Ford delivered, but, in doing so, caused more than a little bit of havoc behind the scenes.

Harrison the hellion

At 30 years old, Ford was something of an elder statesman on the set of "American Graffiti." An experienced director might look to a man of Ford's stature to keep the kids in line while shooting a risky studio movie, but, according to Brad Duke's "Harrison Ford: The Films," the future megastar was an incorrigible instigator.

While Ford called himself the "unofficial den daddy" of the shoot, he couldn't curtail the cast's worst impulses, which were largely inflicted on the Holiday Inn that served as their holding cell when they were waiting to get called to the set. Per Ford:

"It was fun. It was like a party, but not a Hollywood party. It was a real low-budget movie, even for those days. I only got a couple hundred dollars a week. There were no dressing rooms. The actors sat in the same trailer as the costumes."

Harrison scores the Howard Johnson's upgrade

To blow off steam, the actors would race to the top of the Holiday Inn sign. Nothing naughty about that, right? Well, they also had a penchant for urinating in the hotel's ice machines. Per Duke's book, Ford claims to have not participated in this activity, but Lucas does remember the actor knocking back beers in his character's 1955 Chevy, which he would then race up and down the strip (the local police threatened to impound his car).
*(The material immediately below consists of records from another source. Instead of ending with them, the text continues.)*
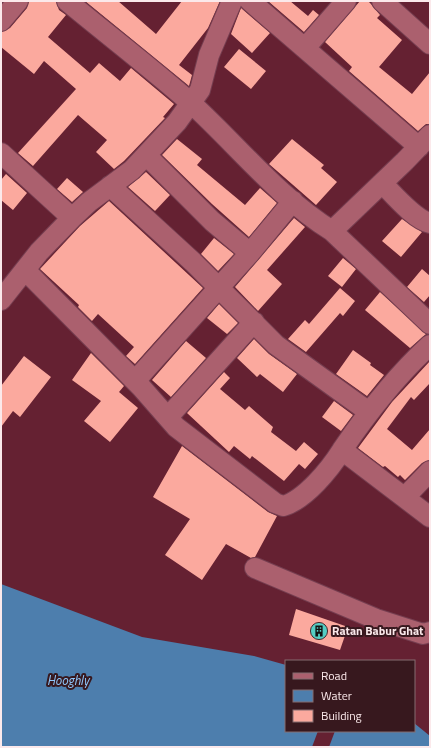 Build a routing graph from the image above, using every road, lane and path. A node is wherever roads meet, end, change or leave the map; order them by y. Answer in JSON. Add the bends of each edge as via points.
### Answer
{"nodes":[{"id":1,"x":18,"y":1,"type":"edge"},
{"id":2,"x":67,"y":1,"type":"edge"},
{"id":3,"x":232,"y":1,"type":"edge"},
{"id":4,"x":250,"y":1,"type":"edge"},
{"id":5,"x":346,"y":1,"type":"edge"},
{"id":6,"x":382,"y":1,"type":"edge"},
{"id":7,"x":1,"y":21,"type":"edge"},
{"id":8,"x":430,"y":44,"type":"edge"},
{"id":9,"x":305,"y":48,"type":"junction"},
{"id":10,"x":191,"y":103,"type":"junction"},
{"id":11,"x":424,"y":141,"type":"edge"},
{"id":12,"x":1,"y":153,"type":"edge"},
{"id":13,"x":146,"y":155,"type":"junction"},
{"id":14,"x":382,"y":184,"type":"junction"},
{"id":15,"x":110,"y":186,"type":"junction"},
{"id":16,"x":293,"y":201,"type":"junction"},
{"id":17,"x":72,"y":218,"type":"junction"},
{"id":18,"x":430,"y":223,"type":"edge"},
{"id":19,"x":332,"y":231,"type":"junction"},
{"id":20,"x":250,"y":253,"type":"junction"},
{"id":21,"x":25,"y":270,"type":"junction"},
{"id":22,"x":219,"y":286,"type":"junction"},
{"id":23,"x":1,"y":300,"type":"edge"},
{"id":24,"x":254,"y":322,"type":"junction"},
{"id":25,"x":430,"y":324,"type":"edge"},
{"id":26,"x":430,"y":345,"type":"edge"},
{"id":27,"x":134,"y":381,"type":"junction"},
{"id":28,"x":369,"y":412,"type":"junction"},
{"id":29,"x":168,"y":417,"type":"junction"},
{"id":30,"x":342,"y":450,"type":"junction"},
{"id":31,"x":430,"y":471,"type":"edge"},
{"id":32,"x":405,"y":497,"type":"junction"},
{"id":33,"x":430,"y":517,"type":"edge"},
{"id":34,"x":255,"y":568,"type":"dead end"},
{"id":35,"x":430,"y":632,"type":"edge"}],
"edges":[{"from":1,"to":7,"type":"street"},
{"from":2,"to":10,"type":"street"},
{"from":3,"to":10,"type":"street","via":[[209,55],[200,90]]},
{"from":4,"to":9,"type":"street"},
{"from":5,"to":9,"type":"street"},
{"from":6,"to":8,"type":"street"},
{"from":9,"to":11,"type":"street"},
{"from":10,"to":13,"type":"street"},
{"from":10,"to":16,"type":"street"},
{"from":11,"to":14,"type":"street"},
{"from":12,"to":17,"type":"street"},
{"from":13,"to":15,"type":"street","via":[[132,170]]},
{"from":13,"to":20,"type":"street","via":[[212,221]]},
{"from":14,"to":18,"type":"street","via":[[416,215]]},
{"from":14,"to":19,"type":"street"},
{"from":15,"to":17,"type":"street"},
{"from":15,"to":22,"type":"street"},
{"from":16,"to":19,"type":"street"},
{"from":16,"to":20,"type":"street"},
{"from":17,"to":21,"type":"street"},
{"from":19,"to":25,"type":"street"},
{"from":20,"to":22,"type":"street"},
{"from":21,"to":23,"type":"street"},
{"from":21,"to":27,"type":"street"},
{"from":22,"to":24,"type":"street"},
{"from":22,"to":27,"type":"street"},
{"from":24,"to":28,"type":"street","via":[[276,346]]},
{"from":24,"to":29,"type":"street"},
{"from":26,"to":28,"type":"street","via":[[405,368]]},
{"from":27,"to":29,"type":"street"},
{"from":28,"to":30,"type":"street"},
{"from":29,"to":30,"type":"street","via":[[176,427],[275,503],[283,506],[300,498],[331,466]]},
{"from":30,"to":32,"type":"street"},
{"from":31,"to":32,"type":"street"},
{"from":32,"to":33,"type":"street"},
{"from":34,"to":35,"type":"street","via":[[376,619],[422,634]]}]}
That ain't so good.

Eventually, Ford's wild behavior, which also entailed hurling co-star off a balcony and into the shallow end of the hotel pool (leaving the young star with a noticeable scrape on his forehead), got himself ejected from the Holiday Inn. He wound up at a Howard Johnson's, which, to me, is quite the upgrade if only because their restaurants made killer cheeseburgers and chocolate shakes.

In retrospect, Ford has no regrets. "I was a bit of a carouser in those days," he said. "And I was in the company of other hell-raisers. If I'd been in the company of priests, I would have behaved differently." He did, however, learn an important lesson: if you want a production to put you up at a Howard Johnson's, throw Richard Dreyfuss in a swimming pool.